Hoist statements out of if

Sourcery refactoring id: hoist-statement-from-if

Description:

Moves statements that occur in all cases of an if statement outside of the conditional

Before:

if sold > DISCOUNT_AMOUNT:
    total = sold * DISCOUNT_PRICE
    label = f'Total: {total}'
else:
    total = sold * PRICE
    label = f'Total: {total}'

After:

if sold > DISCOUNT_AMOUNT:
    total = sold * DISCOUNT_PRICE
else:
    total = sold * PRICE
label = f'Total: {total}'

Explanation:

We should always be on the lookout for ways to remove duplicated code. An opportunity for code hoisting is a nice way of doing so.

Sometimes code is repeated on both branches of a conditional. This means that the code will always execute.
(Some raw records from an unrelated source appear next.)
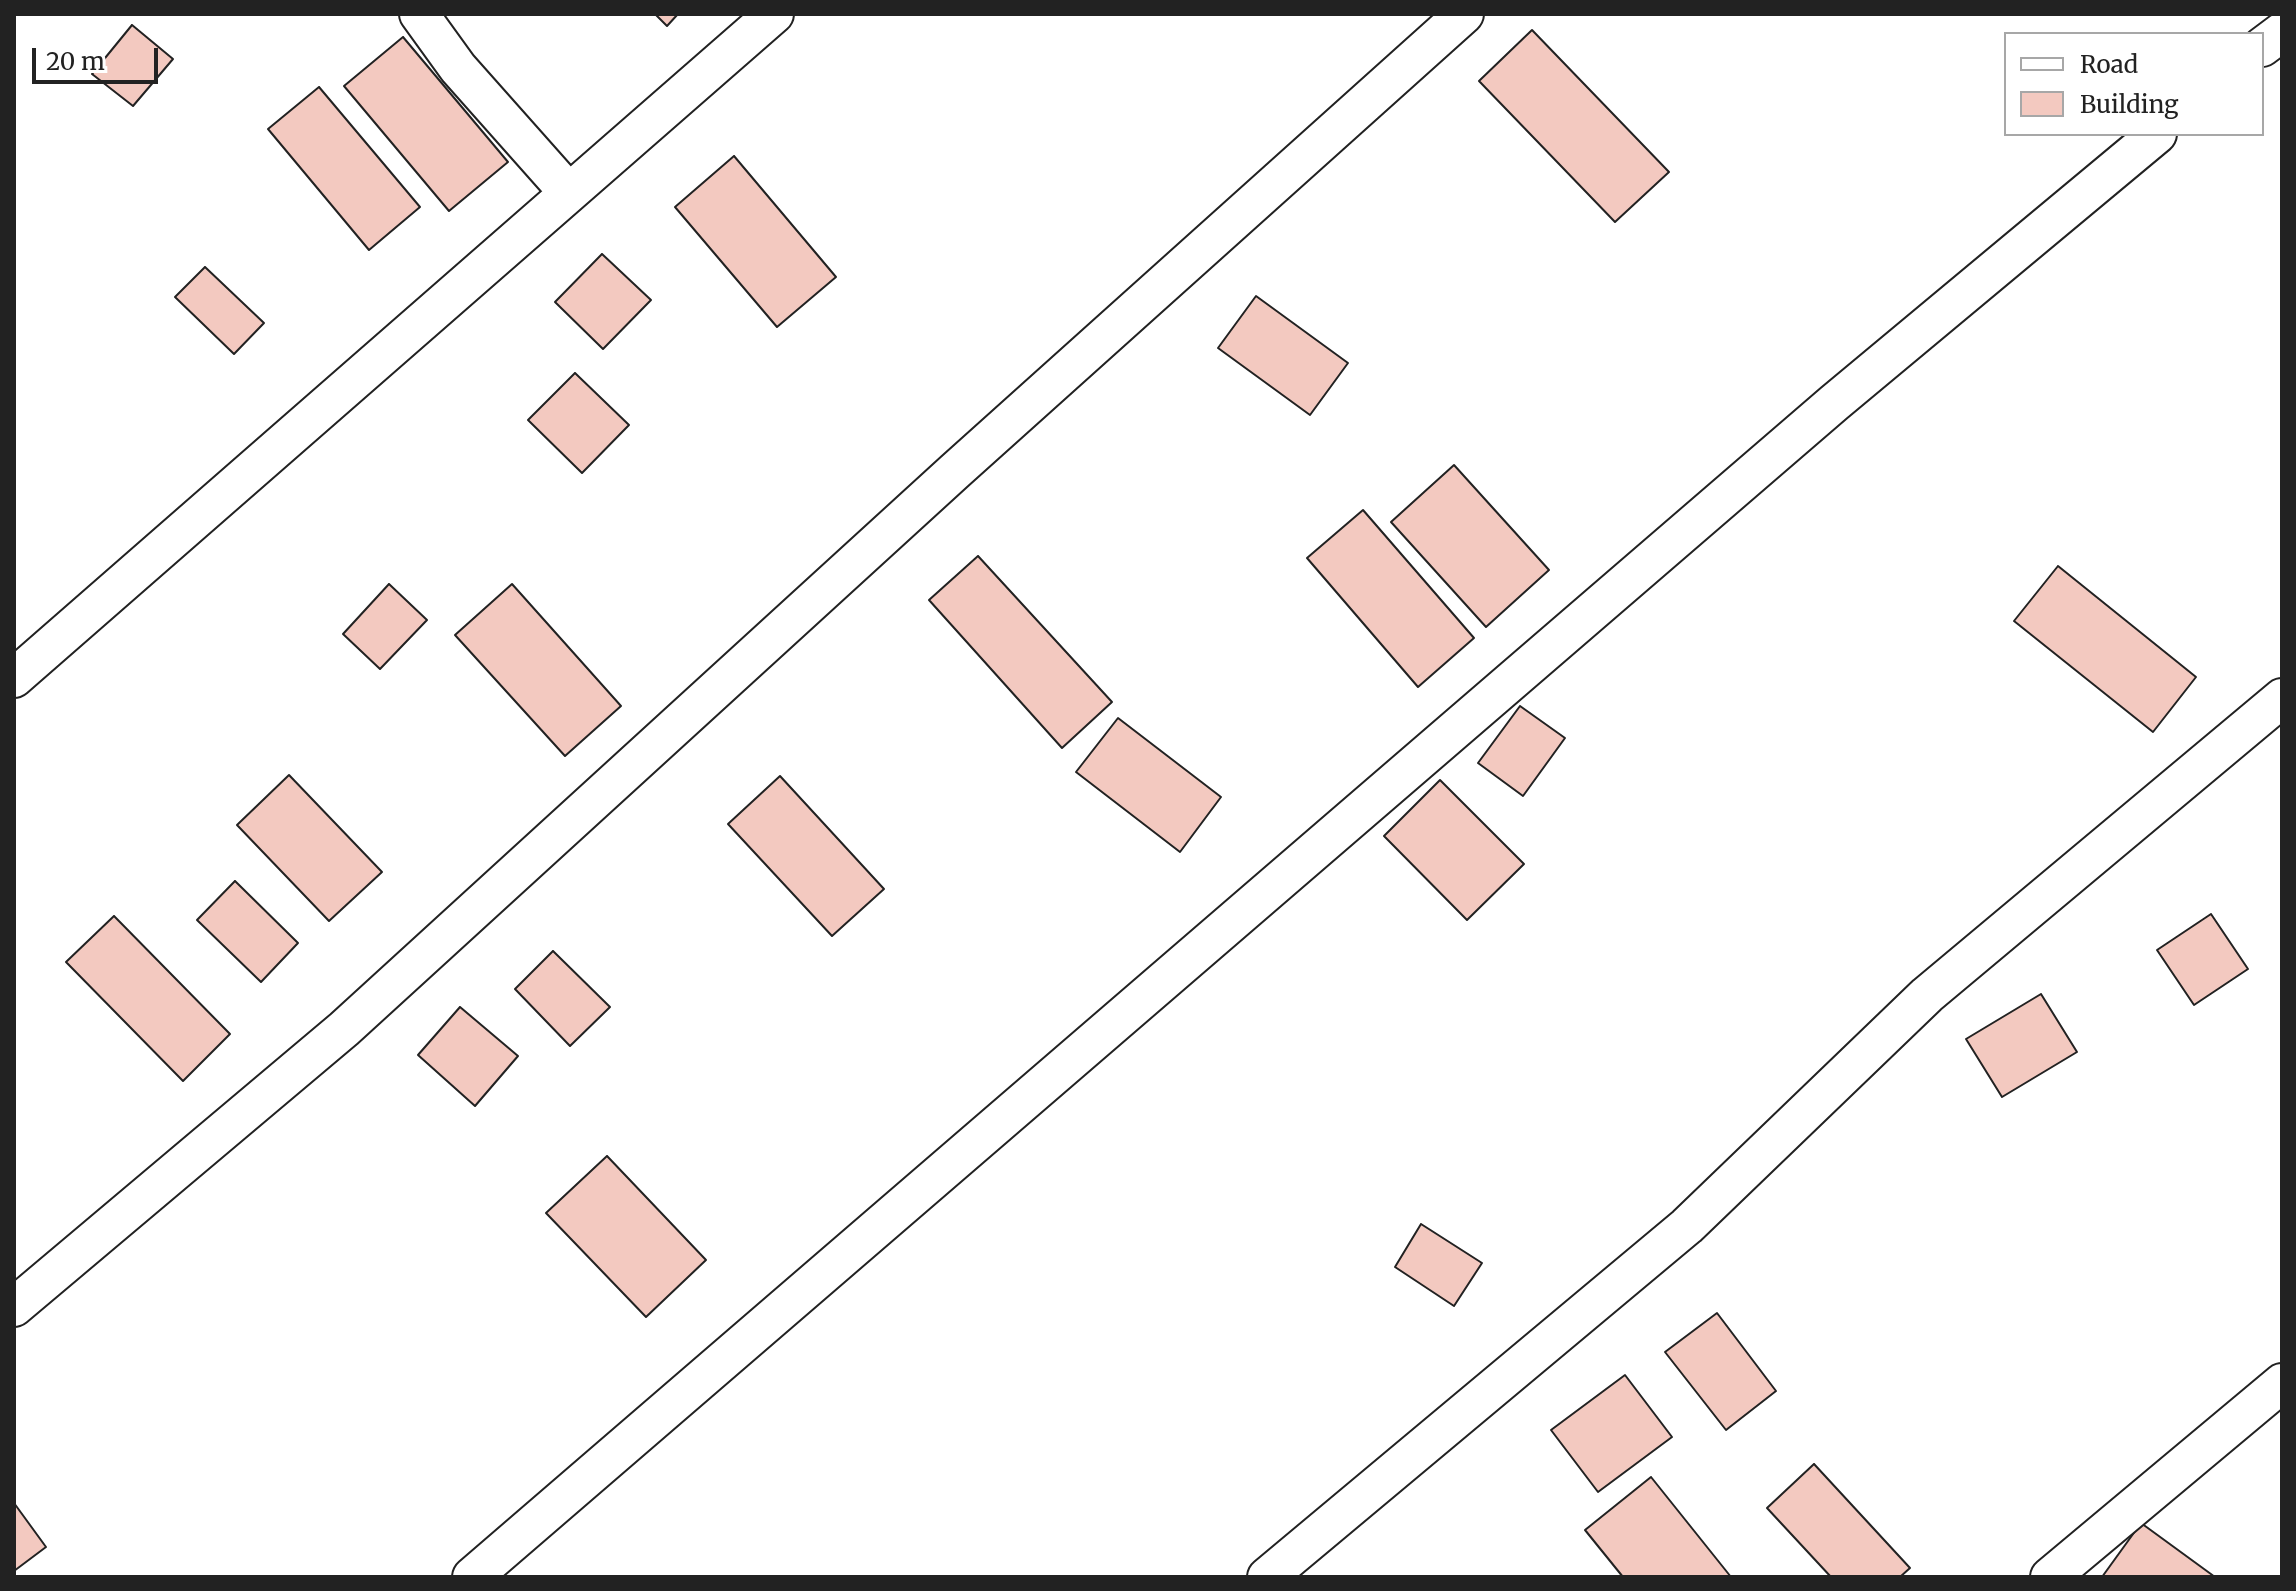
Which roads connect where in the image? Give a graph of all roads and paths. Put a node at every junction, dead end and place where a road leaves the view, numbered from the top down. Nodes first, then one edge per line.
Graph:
1 (419, 14) edge
2 (774, 14) edge
3 (1464, 14) edge
4 (2282, 32) edge
5 (2264, 46) edge
6 (2155, 136) edge
7 (569, 193) junction
8 (14, 678) edge
9 (2282, 698) edge
10 (14, 1307) edge
11 (2282, 1383) edge
12 (472, 1577) edge
13 (1267, 1577) edge
14 (2050, 1577) edge

1 - 7 street
2 - 7 street
3 - 10 street
4 - 5 street
6 - 12 street
7 - 8 street
9 - 13 street
11 - 14 street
The duplicate lines can be hoisted out of the conditional and replaced with a single line.

By taking the assignment to label outside of the conditional we have removed a duplicate line of code, and made it clearer what the conditional is actually controlling, which is the total.

Hoist statement out of loop

Sourcery refactoring id: hoist-statement-from-loop

Description:

Moves statements that are constant across all cases of a loop outside of the loop

Before:

for building in buildings:
    city = 'London'
    addresses.append(building.street_address, city)

After:

city = 'London'
for building in buildings:
    addresses.append(building.street_address, city)

Explanation:

Another type of hoisting is pulling invariant statements out of loops. If a statement just sets up some variables for use in the loop, it doesn't need to be inside it. Loops are inherently complex, so making them shorter and easier to understand should be on your mind while writing them.

In this example the city variable gets assigned inside the loop, but it is only read and not altered.

It's therefore safe to hoist it out, and this makes it clearer that the same city value will apply to every building.

This also improves performance - any statement in a loop is going to be executed every time the loop runs. The time spent on these multiple executions is being wasted, since it only needs to be executed once. This saving can be significant if the statements involve calls to databases or other time-consuming tasks.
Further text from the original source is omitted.